Wednesday, August 22, 2012


14 And when Jesus went into Peter's house, He saw his mother-in-law lying ill with a fever;
15 He touched her hand and the fever left her, and she got up and began waiting on Him.
16 When evening had come they brought to Him many who were under the power of demons, and He drove out the spirits with a word, and restored to health all who were sick;
17 And thus He fulfilled what was spoken by the prophet Isaiah, HE HIMSELF TOOK (in order to carry away) OUR WEAKNESSES AND INFIRMITIES AND BORE AWAY OUR DISEASES.
(Matthew 8:14-17). [Amplified Bible].

Key Verses: 16-17.

16 Matthew mentions the evening to show the pace of Jesus' ministry. He focuses his attention on Jesus' power and on the scriptural witness to his person and ministry. He drives out "the spirits," evil beings that are often recognized in intertestamental literature as agents of disease (see Mark 1:23-26, 34).

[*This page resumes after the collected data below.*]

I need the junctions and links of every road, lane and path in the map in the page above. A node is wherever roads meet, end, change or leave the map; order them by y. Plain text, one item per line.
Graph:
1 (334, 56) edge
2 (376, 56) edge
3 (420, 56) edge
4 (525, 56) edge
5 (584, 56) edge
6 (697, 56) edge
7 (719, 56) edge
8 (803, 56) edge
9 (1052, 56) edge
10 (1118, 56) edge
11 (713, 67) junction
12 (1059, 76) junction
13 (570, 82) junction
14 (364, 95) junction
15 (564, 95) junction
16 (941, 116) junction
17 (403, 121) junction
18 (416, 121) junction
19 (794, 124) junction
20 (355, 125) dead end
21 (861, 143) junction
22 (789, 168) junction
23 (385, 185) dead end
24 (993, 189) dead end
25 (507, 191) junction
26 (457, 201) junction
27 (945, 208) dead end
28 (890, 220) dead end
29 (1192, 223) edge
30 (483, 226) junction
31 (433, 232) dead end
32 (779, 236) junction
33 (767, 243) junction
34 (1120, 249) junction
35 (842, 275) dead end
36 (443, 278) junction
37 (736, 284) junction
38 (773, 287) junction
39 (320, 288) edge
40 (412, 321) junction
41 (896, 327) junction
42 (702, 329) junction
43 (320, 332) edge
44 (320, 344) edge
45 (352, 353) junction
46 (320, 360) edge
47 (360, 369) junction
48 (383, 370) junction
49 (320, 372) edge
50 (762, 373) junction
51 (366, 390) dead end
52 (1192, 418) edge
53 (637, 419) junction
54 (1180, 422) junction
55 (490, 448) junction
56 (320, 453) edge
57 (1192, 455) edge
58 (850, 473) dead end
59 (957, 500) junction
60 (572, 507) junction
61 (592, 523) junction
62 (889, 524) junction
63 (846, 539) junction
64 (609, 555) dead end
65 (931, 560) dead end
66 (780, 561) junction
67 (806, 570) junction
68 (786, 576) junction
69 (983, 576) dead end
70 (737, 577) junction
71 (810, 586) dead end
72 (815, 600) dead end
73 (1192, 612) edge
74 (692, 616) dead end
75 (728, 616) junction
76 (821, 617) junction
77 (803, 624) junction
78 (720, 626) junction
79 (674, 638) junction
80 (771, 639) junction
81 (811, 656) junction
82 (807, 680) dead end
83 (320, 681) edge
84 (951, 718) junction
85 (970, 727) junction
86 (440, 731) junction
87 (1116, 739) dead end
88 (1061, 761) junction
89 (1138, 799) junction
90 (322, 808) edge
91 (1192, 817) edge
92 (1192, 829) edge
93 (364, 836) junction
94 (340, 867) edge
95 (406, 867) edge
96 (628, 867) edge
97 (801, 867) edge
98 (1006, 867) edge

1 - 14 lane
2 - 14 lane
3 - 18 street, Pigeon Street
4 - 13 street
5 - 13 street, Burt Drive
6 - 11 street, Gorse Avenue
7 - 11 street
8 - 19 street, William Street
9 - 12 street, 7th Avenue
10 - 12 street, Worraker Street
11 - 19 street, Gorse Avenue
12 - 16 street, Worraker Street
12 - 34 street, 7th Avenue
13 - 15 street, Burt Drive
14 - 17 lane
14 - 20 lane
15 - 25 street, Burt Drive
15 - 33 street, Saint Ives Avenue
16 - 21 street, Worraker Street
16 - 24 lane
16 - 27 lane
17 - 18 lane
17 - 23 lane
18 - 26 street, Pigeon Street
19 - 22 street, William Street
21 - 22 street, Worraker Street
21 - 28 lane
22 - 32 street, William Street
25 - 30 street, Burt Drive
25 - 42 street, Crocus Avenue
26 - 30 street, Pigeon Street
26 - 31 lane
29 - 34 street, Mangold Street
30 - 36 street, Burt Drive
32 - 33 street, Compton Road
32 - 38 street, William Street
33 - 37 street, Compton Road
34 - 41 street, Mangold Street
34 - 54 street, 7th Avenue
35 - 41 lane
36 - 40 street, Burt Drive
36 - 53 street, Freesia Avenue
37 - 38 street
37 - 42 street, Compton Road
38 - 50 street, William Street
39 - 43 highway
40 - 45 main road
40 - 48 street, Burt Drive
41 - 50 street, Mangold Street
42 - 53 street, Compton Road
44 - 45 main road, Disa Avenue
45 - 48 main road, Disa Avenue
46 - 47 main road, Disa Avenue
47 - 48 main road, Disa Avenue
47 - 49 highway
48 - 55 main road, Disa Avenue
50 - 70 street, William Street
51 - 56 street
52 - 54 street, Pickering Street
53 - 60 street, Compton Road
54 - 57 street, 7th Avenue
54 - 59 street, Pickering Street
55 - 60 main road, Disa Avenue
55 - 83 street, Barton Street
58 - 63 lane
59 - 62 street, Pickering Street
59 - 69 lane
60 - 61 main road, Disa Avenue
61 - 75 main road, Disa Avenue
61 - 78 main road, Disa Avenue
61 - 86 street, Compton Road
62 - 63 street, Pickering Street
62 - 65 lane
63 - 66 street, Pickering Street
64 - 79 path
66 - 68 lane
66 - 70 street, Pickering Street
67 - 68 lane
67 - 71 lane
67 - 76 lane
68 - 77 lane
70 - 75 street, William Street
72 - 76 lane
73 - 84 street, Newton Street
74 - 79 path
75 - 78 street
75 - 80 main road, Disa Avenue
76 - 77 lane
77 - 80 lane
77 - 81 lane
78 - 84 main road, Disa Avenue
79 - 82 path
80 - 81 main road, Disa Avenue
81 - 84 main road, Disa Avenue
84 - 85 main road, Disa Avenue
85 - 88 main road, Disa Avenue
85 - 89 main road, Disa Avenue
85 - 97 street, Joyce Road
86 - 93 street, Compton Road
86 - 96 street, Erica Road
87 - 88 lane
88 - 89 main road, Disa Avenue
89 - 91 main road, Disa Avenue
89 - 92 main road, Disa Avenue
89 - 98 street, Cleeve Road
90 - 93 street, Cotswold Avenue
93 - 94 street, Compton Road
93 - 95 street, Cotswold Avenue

17 Matthew goes on to say that Isaiah 53:4 is being fulfilled in Jesus' healing ministry. What is the connection between the two? It is generally understood that when the NT quotes a brief OT passage, it often refers implicitly to the entire context of the quotation (which in this case is the entire "Servant Song" of Isaiah 52:13-53:12). Bothe scripture and Jewish tradition understand that all sickness is caused, directly or indirectly, by sin (see Matthew 4:24). But one main emphasis in the Servant Song is substitutionary atonement, whereby the servant bears the sickness of others through his suffering and death. Thus, Matthew suggests that Jesus' healing ministry is itself a function of his substitionary death, by which he lays the foundation for destroying sickness.
     That connection is supported by various collateral arguments. The prologue insists Jesus came to save his people from their sin, and this within the context of the coming of the kingdom. When Jesus began his ministry, he not only proclaimed the kingdom but healed the sick (see Matthew 4:24). Healing and forgiveness are tied together, not only in a pericope like Matthew 9:1-8, but by the fact that the consummated kingdom, in which there is no sickness, is made possible by Jesus' death and the new covenant that his death enacted (Matthew 26:27-29). Thus the healings during Jesus' ministry can be understood not only as the fortaste of the kingdom but also as the fruit of Jesus' death. In other words, for Matthew, Jesus' healing miracles pointed beyond themselves to the Cross.
      Furthermore, the miracles in this chapter have been framed to emphasize Jesus' athority (see vv. 8-9). This authority was never used to satisfy himself (cf. Matthew 4:1-10). He healed a despised leper (vv.1-4), a Gentile centurion's servant who was hopelessly ill (vv.5-13), and other sick people (vv.14-15), no matter how many (vv.1617). Thus when he gave his life a ransom for many (Matthew 20:28), it was nothing less than an extension of the same authority directed toward the good of others. Jesus' death reflected the intermingling of authority and servanthood already noted (e.g., Matthew 3:17) and now progressively developed.
It should be stated that this discussion cannot be used to justify healing on demand. This text and others clearly teach that there is also the promise of a resurrection body in the Atonement, even though believers do not inherit it until thr Parousia. From the perspective of the NT writers, the Cross is the basis for all the benefits that accrue to believers; but this does not mean that all such benefits can be secured at the present time on demand, any more than we have the right and power to demand our resurrection bodies.
[NIV BIBLE COMMENTARY Volume 2: New Testament].